***** Data under study
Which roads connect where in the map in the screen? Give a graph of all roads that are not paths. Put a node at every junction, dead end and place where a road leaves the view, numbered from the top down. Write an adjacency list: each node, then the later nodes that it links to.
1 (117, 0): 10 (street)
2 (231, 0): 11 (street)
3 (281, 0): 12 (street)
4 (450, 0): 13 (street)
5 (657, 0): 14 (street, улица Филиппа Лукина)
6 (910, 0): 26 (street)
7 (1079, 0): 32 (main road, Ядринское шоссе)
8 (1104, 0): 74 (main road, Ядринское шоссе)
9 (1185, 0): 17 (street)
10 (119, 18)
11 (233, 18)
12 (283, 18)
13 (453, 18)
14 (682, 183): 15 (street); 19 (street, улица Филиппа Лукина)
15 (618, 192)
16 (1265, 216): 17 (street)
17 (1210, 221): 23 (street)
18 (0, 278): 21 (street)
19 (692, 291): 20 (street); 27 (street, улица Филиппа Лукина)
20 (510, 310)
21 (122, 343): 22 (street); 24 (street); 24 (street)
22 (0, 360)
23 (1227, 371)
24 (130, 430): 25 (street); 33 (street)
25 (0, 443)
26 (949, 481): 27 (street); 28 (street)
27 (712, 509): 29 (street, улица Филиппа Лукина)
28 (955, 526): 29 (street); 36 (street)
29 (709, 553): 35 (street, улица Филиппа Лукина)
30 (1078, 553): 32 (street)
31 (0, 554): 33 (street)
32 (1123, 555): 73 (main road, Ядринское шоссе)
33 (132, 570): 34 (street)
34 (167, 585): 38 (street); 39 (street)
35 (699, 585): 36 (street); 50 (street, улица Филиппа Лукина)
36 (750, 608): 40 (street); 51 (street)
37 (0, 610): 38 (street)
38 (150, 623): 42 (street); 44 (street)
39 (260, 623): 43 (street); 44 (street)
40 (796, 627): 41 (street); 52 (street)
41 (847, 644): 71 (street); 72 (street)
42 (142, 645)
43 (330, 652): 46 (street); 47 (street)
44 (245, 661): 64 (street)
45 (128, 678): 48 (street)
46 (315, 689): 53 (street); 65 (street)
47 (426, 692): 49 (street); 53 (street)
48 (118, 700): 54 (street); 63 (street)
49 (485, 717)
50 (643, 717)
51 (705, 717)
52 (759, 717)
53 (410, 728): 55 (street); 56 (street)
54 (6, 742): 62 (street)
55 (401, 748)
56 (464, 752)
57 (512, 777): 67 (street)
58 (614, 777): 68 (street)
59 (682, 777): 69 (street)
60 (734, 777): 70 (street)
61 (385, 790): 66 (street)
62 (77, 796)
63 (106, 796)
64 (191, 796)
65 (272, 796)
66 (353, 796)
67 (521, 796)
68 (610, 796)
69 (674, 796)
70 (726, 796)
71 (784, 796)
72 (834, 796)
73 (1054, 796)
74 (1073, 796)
**********
● **Work order**
Transcribe the listing above in full, word for word.

● **Written response**
Which roads connect where in the map in the screen? Give a graph of all roads that are not paths. Put a node at every junction, dead end and place where a road leaves the view, numbered from the top down. Write an adjacency list: each node, then the later nodes that it links to.
1 (117, 0): 10 (street)
2 (231, 0): 11 (street)
3 (281, 0): 12 (street)
4 (450, 0): 13 (street)
5 (657, 0): 14 (street, улица Филиппа Лукина)
6 (910, 0): 26 (street)
7 (1079, 0): 32 (main road, Ядринское шоссе)
8 (1104, 0): 74 (main road, Ядринское шоссе)
9 (1185, 0): 17 (street)
10 (119, 18)
11 (233, 18)
12 (283, 18)
13 (453, 18)
14 (682, 183): 15 (street); 19 (street, улица Филиппа Лукина)
15 (618, 192)
16 (1265, 216): 17 (street)
17 (1210, 221): 23 (street)
18 (0, 278): 21 (street)
19 (692, 291): 20 (street); 27 (street, улица Филиппа Лукина)
20 (510, 310)
21 (122, 343): 22 (street); 24 (street); 24 (street)
22 (0, 360)
23 (1227, 371)
24 (130, 430): 25 (street); 33 (street)
25 (0, 443)
26 (949, 481): 27 (street); 28 (street)
27 (712, 509): 29 (street, улица Филиппа Лукина)
28 (955, 526): 29 (street); 36 (street)
29 (709, 553): 35 (street, улица Филиппа Лукина)
30 (1078, 553): 32 (street)
31 (0, 554): 33 (street)
32 (1123, 555): 73 (main road, Ядринское шоссе)
33 (132, 570): 34 (street)
34 (167, 585): 38 (street); 39 (street)
35 (699, 585): 36 (street); 50 (street, улица Филиппа Лукина)
36 (750, 608): 40 (street); 51 (street)
37 (0, 610): 38 (street)
38 (150, 623): 42 (street); 44 (street)
39 (260, 623): 43 (street); 44 (street)
40 (796, 627): 41 (street); 52 (street)
41 (847, 644): 71 (street); 72 (street)
42 (142, 645)
43 (330, 652): 46 (street); 47 (street)
44 (245, 661): 64 (street)
45 (128, 678): 48 (street)
46 (315, 689): 53 (street); 65 (street)
47 (426, 692): 49 (street); 53 (street)
48 (118, 700): 54 (street); 63 (street)
49 (485, 717)
50 (643, 717)
51 (705, 717)
52 (759, 717)
53 (410, 728): 55 (street); 56 (street)
54 (6, 742): 62 (street)
55 (401, 748)
56 (464, 752)
57 (512, 777): 67 (street)
58 (614, 777): 68 (street)
59 (682, 777): 69 (street)
60 (734, 777): 70 (street)
61 (385, 790): 66 (street)
62 (77, 796)
63 (106, 796)
64 (191, 796)
65 (272, 796)
66 (353, 796)
67 (521, 796)
68 (610, 796)
69 (674, 796)
70 (726, 796)
71 (784, 796)
72 (834, 796)
73 (1054, 796)
74 (1073, 796)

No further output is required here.